The first room is the undressing chamber which is lofty and spacious. Near the wall is a kind of bench raised about two feet from the floor, and about seven or eight feet wide, so that after bathing a person may lie down upon it full length; the windows are near the top of the room, as well that the wind may not blow upon the bathers when undressed, as for decency’s sake.

After undressing a servant gives you a napkin to wrap round you, and also a pair of slippers, and thus equipped you are conducted through a narrow passage to the steam room or bath, which is a large round room of about twenty-five feet diameter paved with marble, and in the centre of it is a circular bench where you are seated until you find yourself in a profuse perspiration, then your guide or attendant immediately begins rubbing you with his hand covered in a piece of coarse stuff called keffay, and thereby peels off from the skin a kind of scurf, which cannot be moved by washing only.

When he has rubbed you a few minutes he conducts you to a small room, where there is a hot bath about four feet deep and ten feet square, in which he will offer to wash you having his hand covered with a smoother stuff than before; or you may have some perfumed soap given you to wash yourself.

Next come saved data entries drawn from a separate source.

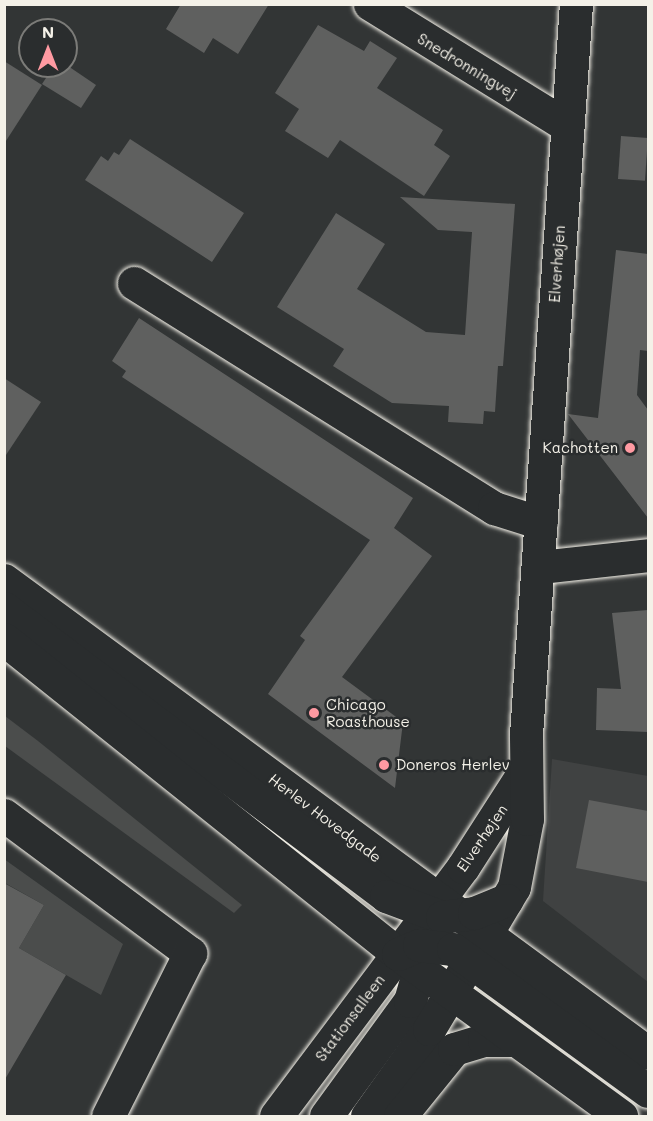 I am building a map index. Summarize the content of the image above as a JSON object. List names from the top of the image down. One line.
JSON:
{"streets":{"street":["Snedronningvej","Elverhøjen","Herlev Hovedgade","Stationsalleen"]},"crossings":[["Snedronningvej","Elverhøjen"],["Elverhøjen","Herlev Hovedgade"],["Elverhøjen","Stationsalleen"],["Herlev Hovedgade","Stationsalleen"]],"places":["Kachotten","Chicago Roasthouse","Doneros Herlev"],"north":"top"} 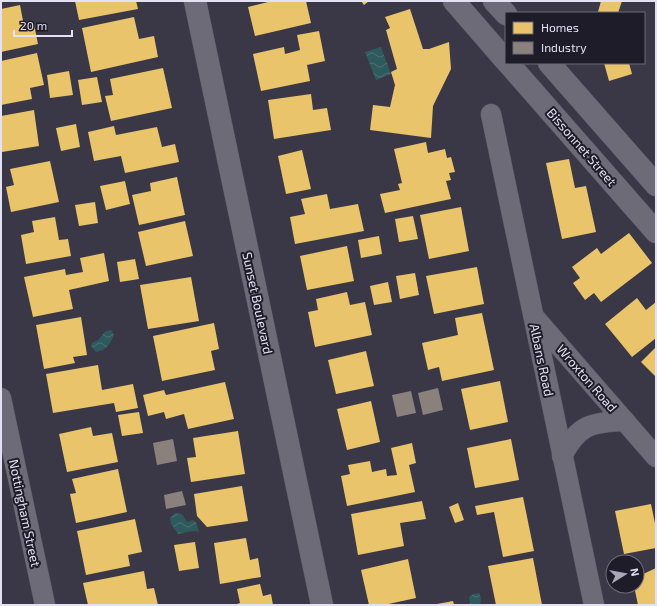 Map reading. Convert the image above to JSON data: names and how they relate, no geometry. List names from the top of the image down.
{
  "streets": {
    "street": [
      "Bissonnet Street",
      "Sunset Boulevard",
      "Albans Road",
      "Wroxton Road",
      "Nottingham Street"
    ]
  },
  "crossings": [
    ["Albans Road", "Wroxton Road"]
  ],
  "legend": ["Homes", "Industry"],
  "scale_bar": "20 m",
  "north": "right"
} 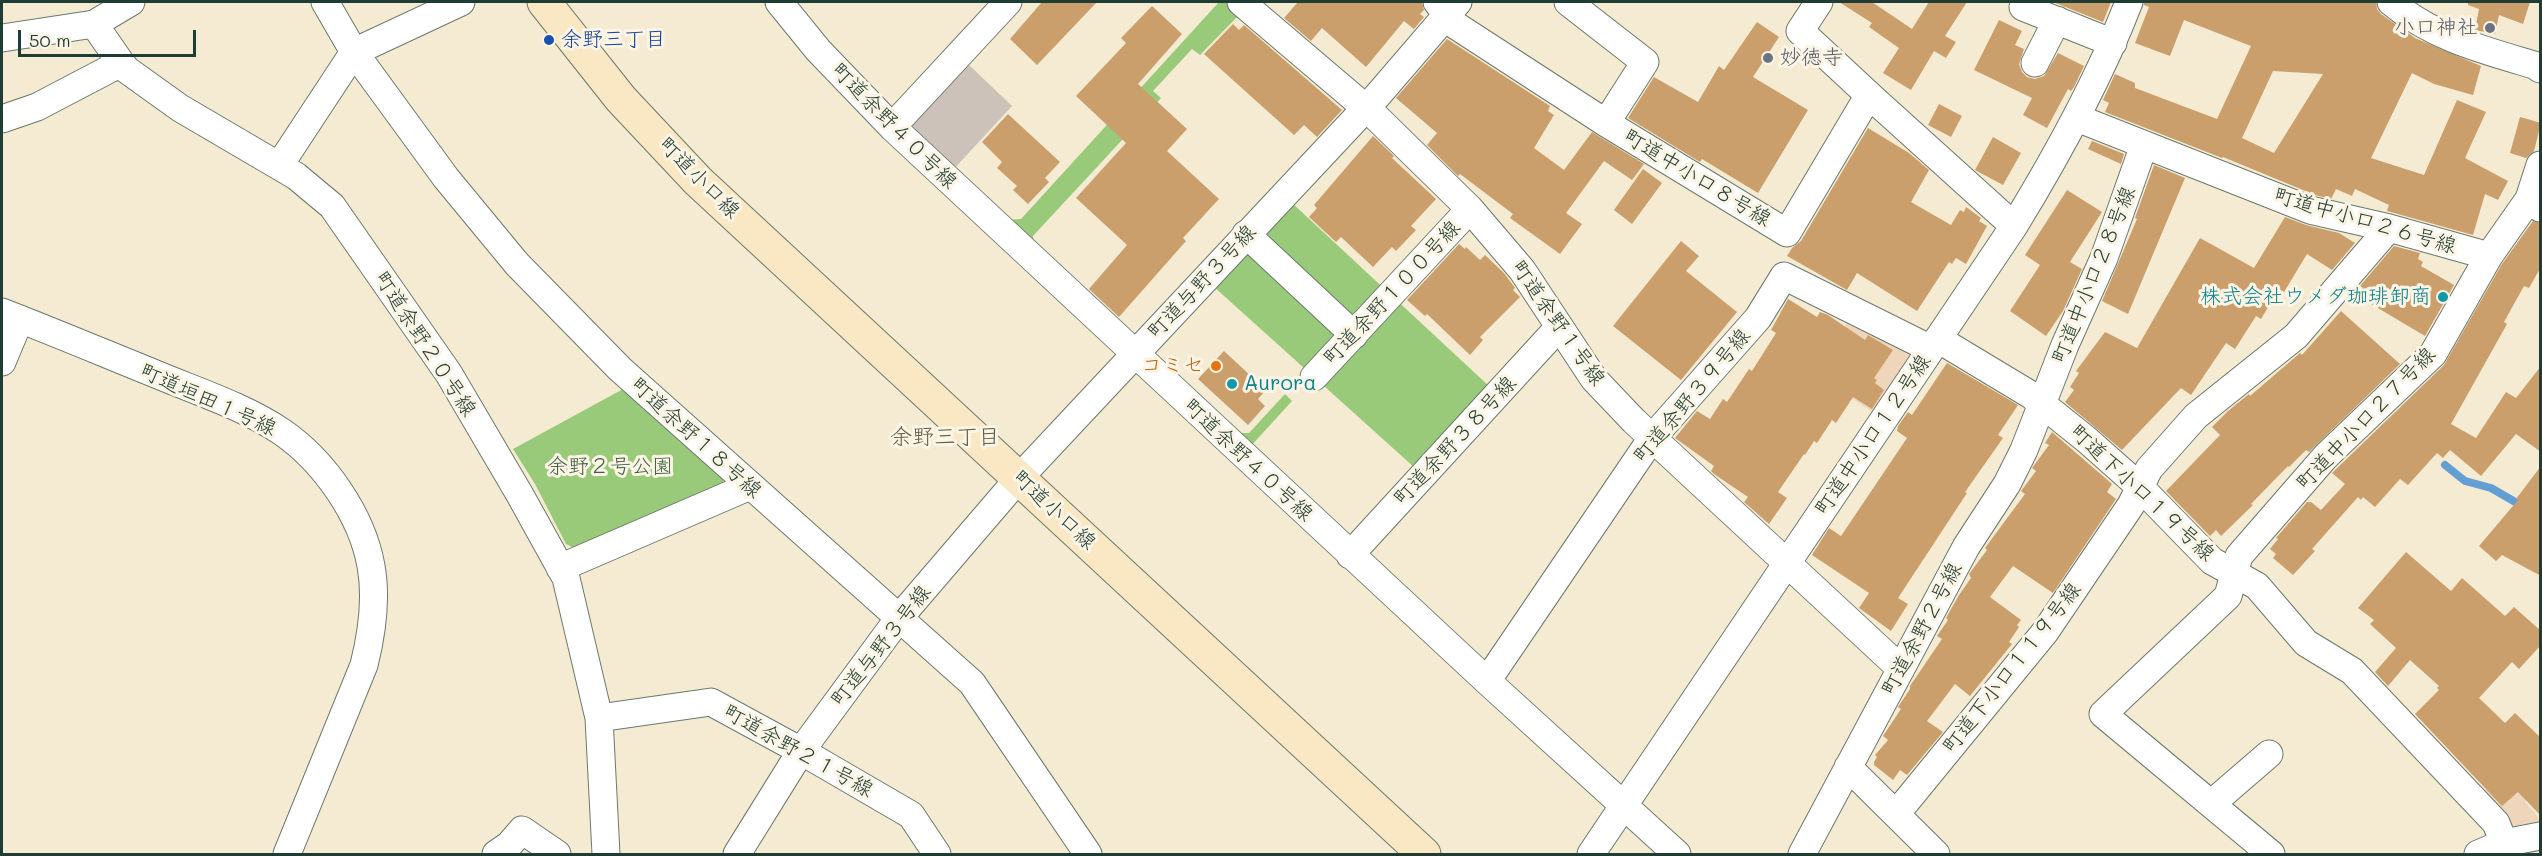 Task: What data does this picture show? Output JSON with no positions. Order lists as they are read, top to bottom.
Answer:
{
  "streets": {
    "street": [
      "町道余野４０号線",
      "町道小口線",
      "町道中小口８号線",
      "町道中小口２６号線",
      "町道中小口２８号線",
      "町道与野３号線",
      "町道余野１００号線",
      "町道余野１号線",
      "町道余野２０号線",
      "町道余野３９号線",
      "町道垣田１号線",
      "町道中小口２７号線",
      "町道中小口１２号線",
      "町道余野１８号線",
      "町道余野３８号線",
      "町道下小口１９号線",
      "町道余野２号線",
      "町道下小口１１９号線",
      "町道余野２１号線"
    ]
  },
  "crossings": [
    ["町道余野４０号線", "町道与野３号線"],
    ["町道余野４０号線", "町道余野３９号線"],
    ["町道余野４０号線", "町道中小口１２号線"],
    ["町道余野４０号線", "町道余野３８号線"],
    ["町道小口線", "町道与野３号線"],
    ["町道中小口８号線", "町道与野３号線"],
    ["町道中小口２６号線", "町道中小口２８号線"],
    ["町道中小口２６号線", "町道中小口２７号線"],
    ["町道中小口２６号線", "町道中小口１２号線"],
    ["町道中小口２６号線", "町道下小口１１９号線"],
    ["町道中小口２８号線", "町道下小口１９号線"],
    ["町道中小口２８号線", "町道余野２号線"],
    ["町道与野３号線", "町道余野１号線"],
    ["町道与野３号線", "町道余野１８号線"],
    ["町道与野３号線", "町道余野２１号線"],
    ["町道余野１００号線", "町道余野１号線"],
    ["町道余野１号線", "町道余野３９号線"],
    ["町道余野１号線", "町道中小口１２号線"],
    ["町道余野１号線", "町道余野３８号線"],
    ["町道余野１号線", "町道余野２号線"],
    ["町道余野２０号線", "町道余野２１号線"],
    ["町道余野３９号線", "町道中小口１２号線"],
    ["町道余野３９号線", "町道下小口１９号線"],
    ["町道中小口２７号線", "町道下小口１９号線"],
    ["町道中小口１２号線", "町道下小口１９号線"],
    ["町道下小口１９号線", "町道余野２号線"],
    ["町道下小口１９号線", "町道下小口１１９号線"]
  ],
  "districts": ["余野三丁目"],
  "parks": ["余野２号公園"],
  "places": [
    "小口神社",
    "余野三丁目",
    "妙徳寺",
    "株式会社ウメダ珈琲卸商",
    "コミセ",
    "Aurora"
  ],
  "scale_bar": "50 m"
}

After you have remained here as long as is agreeable, you are conducted to another little side room, where you find two cocks of water, the one hot the other cold, which you may throw over yourself with a basin, the water being tempered to any degree of warmth, or perfectly cold if you prefer it.

This being the last ablution, you are then covered with a napkin, and from hence conducted to the undressing room, and placed upon the before-mentioned bench, with a carpet under you and, being extended upon it full length, your attendant again offers to rub you dry with napkins. Some people have their nails cut, and also are shampooed; the Turks generally smoke after bathing and the operation of shampooing; and in about an hour, a few minutes more or less, they commonly dress and go home.